Leurs profs sont à peine plus vieux qu’eux. Dans l’amphithéâtre HA2 de l’hôpital de La Timone, à Marseille, plus d'une trentaine d’étudiants de première année écoutent Clémence, 19 ans, tutrice à l’écurie sociale et solidaire, Médenpharmakiné. La jeune femme faisait partie de la deuxième promotion (2021-2022) de la prépa médecine. Elle a réussi le concours. À présent, c’est elle qui enseigne les maths à ses pairs et partage ses astuces pour gratter des points aux épreuves. « Vous êtes déjà des monstres des proba », se félicite-t-elle.
Dans les rangs, Lina, 18 ans, écoute la correction.
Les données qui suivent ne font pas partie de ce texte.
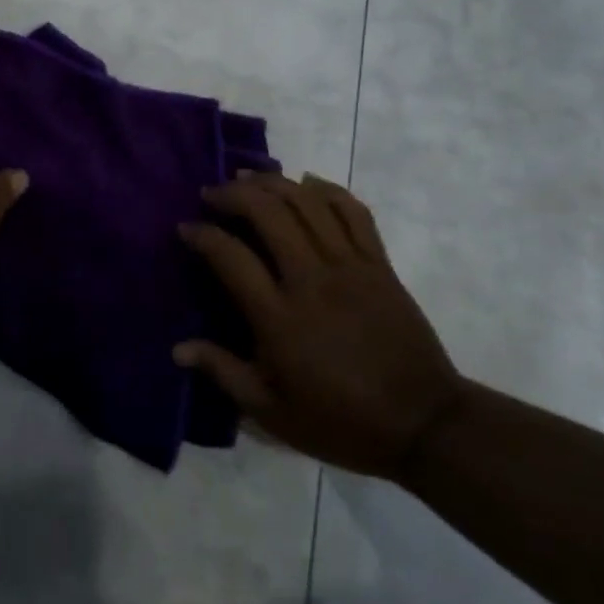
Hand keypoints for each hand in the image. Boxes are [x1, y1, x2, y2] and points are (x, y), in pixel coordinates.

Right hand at [175, 172, 466, 479]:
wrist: (425, 425)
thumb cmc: (341, 421)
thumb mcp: (272, 412)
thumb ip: (223, 372)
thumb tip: (178, 348)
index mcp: (279, 318)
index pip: (230, 256)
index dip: (202, 235)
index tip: (186, 228)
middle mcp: (311, 280)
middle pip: (268, 213)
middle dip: (233, 194)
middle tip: (212, 195)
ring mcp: (350, 267)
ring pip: (307, 202)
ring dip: (272, 182)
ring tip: (248, 179)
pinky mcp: (380, 265)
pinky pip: (353, 212)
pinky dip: (327, 189)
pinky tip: (306, 183)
Chaque lundi, à 17 heures, c'est la séance d'entraînement : 50 minutes chrono de QCM. L’étudiante a entendu parler de cette écurie par l’un de ses enseignants au lycée Montgrand à Marseille (6è) et lors de son inscription à la faculté de médecine. « La première année est réputée quasi insurmontable sans prépa », insiste Lina, qui a envisagé de souscrire un prêt pour s’en payer une dans le privé à plusieurs milliers d’euros.
Lettres de motivation
Entre-temps, elle a été admise à Médenpharmakiné sur présentation de ses bulletins de notes, d'une lettre de motivation et d'un entretien – un quart des demandeurs n’ont pas été retenus. « J’ai toujours voulu faire médecine », poursuit Lina, qui travaille sans relâche de 8h à 22 h 30. « Je suis très stressée à la base. Cette année joue beaucoup sur le moral. Sans cet accompagnement, j’aurais peut-être abandonné dès le début », ajoute-t-elle.
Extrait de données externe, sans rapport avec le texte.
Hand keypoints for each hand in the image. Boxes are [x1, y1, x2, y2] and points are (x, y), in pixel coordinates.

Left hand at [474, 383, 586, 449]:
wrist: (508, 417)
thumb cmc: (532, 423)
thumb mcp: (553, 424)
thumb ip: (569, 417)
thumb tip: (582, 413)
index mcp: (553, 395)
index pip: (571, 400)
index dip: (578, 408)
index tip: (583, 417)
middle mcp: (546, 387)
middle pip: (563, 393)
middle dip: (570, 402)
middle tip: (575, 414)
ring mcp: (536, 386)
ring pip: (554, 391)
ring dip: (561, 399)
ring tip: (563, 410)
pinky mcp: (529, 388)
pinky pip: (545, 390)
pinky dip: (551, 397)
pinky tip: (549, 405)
Face à ce défi, la proximité en âge des tuteurs, parrain et marraine, est un atout. « Ils ont la capacité de se mettre à notre place et sont hypercalés dans toutes les matières », lance-t-elle. Parmi eux, Zenab, 20 ans, en deuxième année de médecine. « Le projet de permettre un accès plus égalitaire aux études de santé me touche particulièrement », souligne cette ancienne « tuté » du 11è arrondissement de Marseille.
Charge mentale constante
Cet engagement représente une charge mentale constante. « On est censé être disponible pour répondre aux questions sur le moment » explique-t-elle. Aux côtés des onze autres tuteurs, elle consacre tous les quinze jours quelques heures à la préparation des cours et assure les permanences, une fois par semaine de 12 h 30 à 20 heures, dans les deux salles mises à disposition par les Hôpitaux Universitaires de Marseille.
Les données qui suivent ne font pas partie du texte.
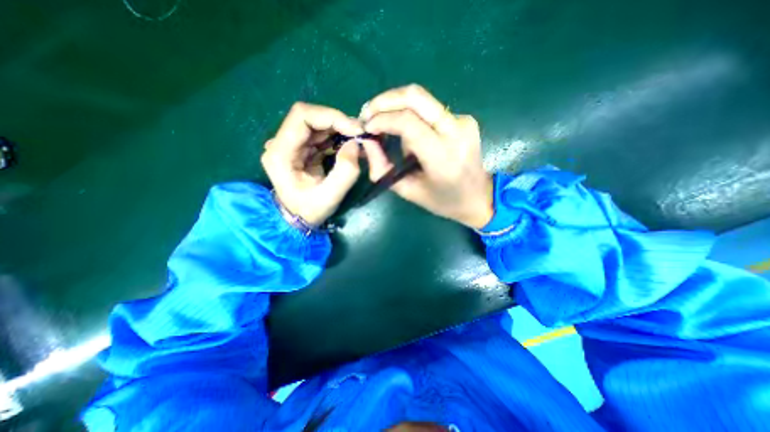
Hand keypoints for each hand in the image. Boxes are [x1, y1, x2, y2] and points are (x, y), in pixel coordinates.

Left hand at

« Les tuteurs sont rémunérés entre 40 et 50 heures par mois en moyenne au Smic horaire » précise Alex, 20 ans, en troisième année, coordinateur de Médenpharmakiné. « Je fais plus que d’aider des étudiants à réussir leur concours de médecine, j’aide des étudiants qui n’auraient peut-être pas eu d’aide sans nous », poursuit le jeune homme, qui a été accompagné en première année par le Centre Laennec Marseille.
« La prépa s’adresse d’abord aux étudiants de milieux modestes. Pour les boursiers, le prix est de 10 euros par an. Sinon le barème dépend des revenus du foyer fiscal avec une contribution maximale de 950 euros par an » , explique Aïssa Grabsi, directeur et cofondateur de l’association Le Sel de la Vie, derrière cette initiative. « Les jeunes des quartiers populaires sont sous-représentés parmi les étudiants en médecine. Beaucoup se disent : Ce n’est pas pour moi » souligne le professeur de sciences économiques et sociales.
Six financeurs soutiennent le projet, dont le budget est d’environ 85 000 euros (le Département, la Région, la Métropole, la Ville, l’État via le préfet délégué à l’égalité des chances et les Apprentis d’Auteuil). Depuis son ouverture, les effectifs de l’écurie ont grossi et avec le nombre de lauréats : quatre en 2021 sur douze élèves, huit en 2022 sur les quinze qui sont allés jusqu’au bout. Ils sont déjà 43 à s’être lancés cette année et les inscriptions sont ouvertes jusqu’au 31 octobre. L'objectf de l'association est d'accompagner jusqu'à 80 étudiants.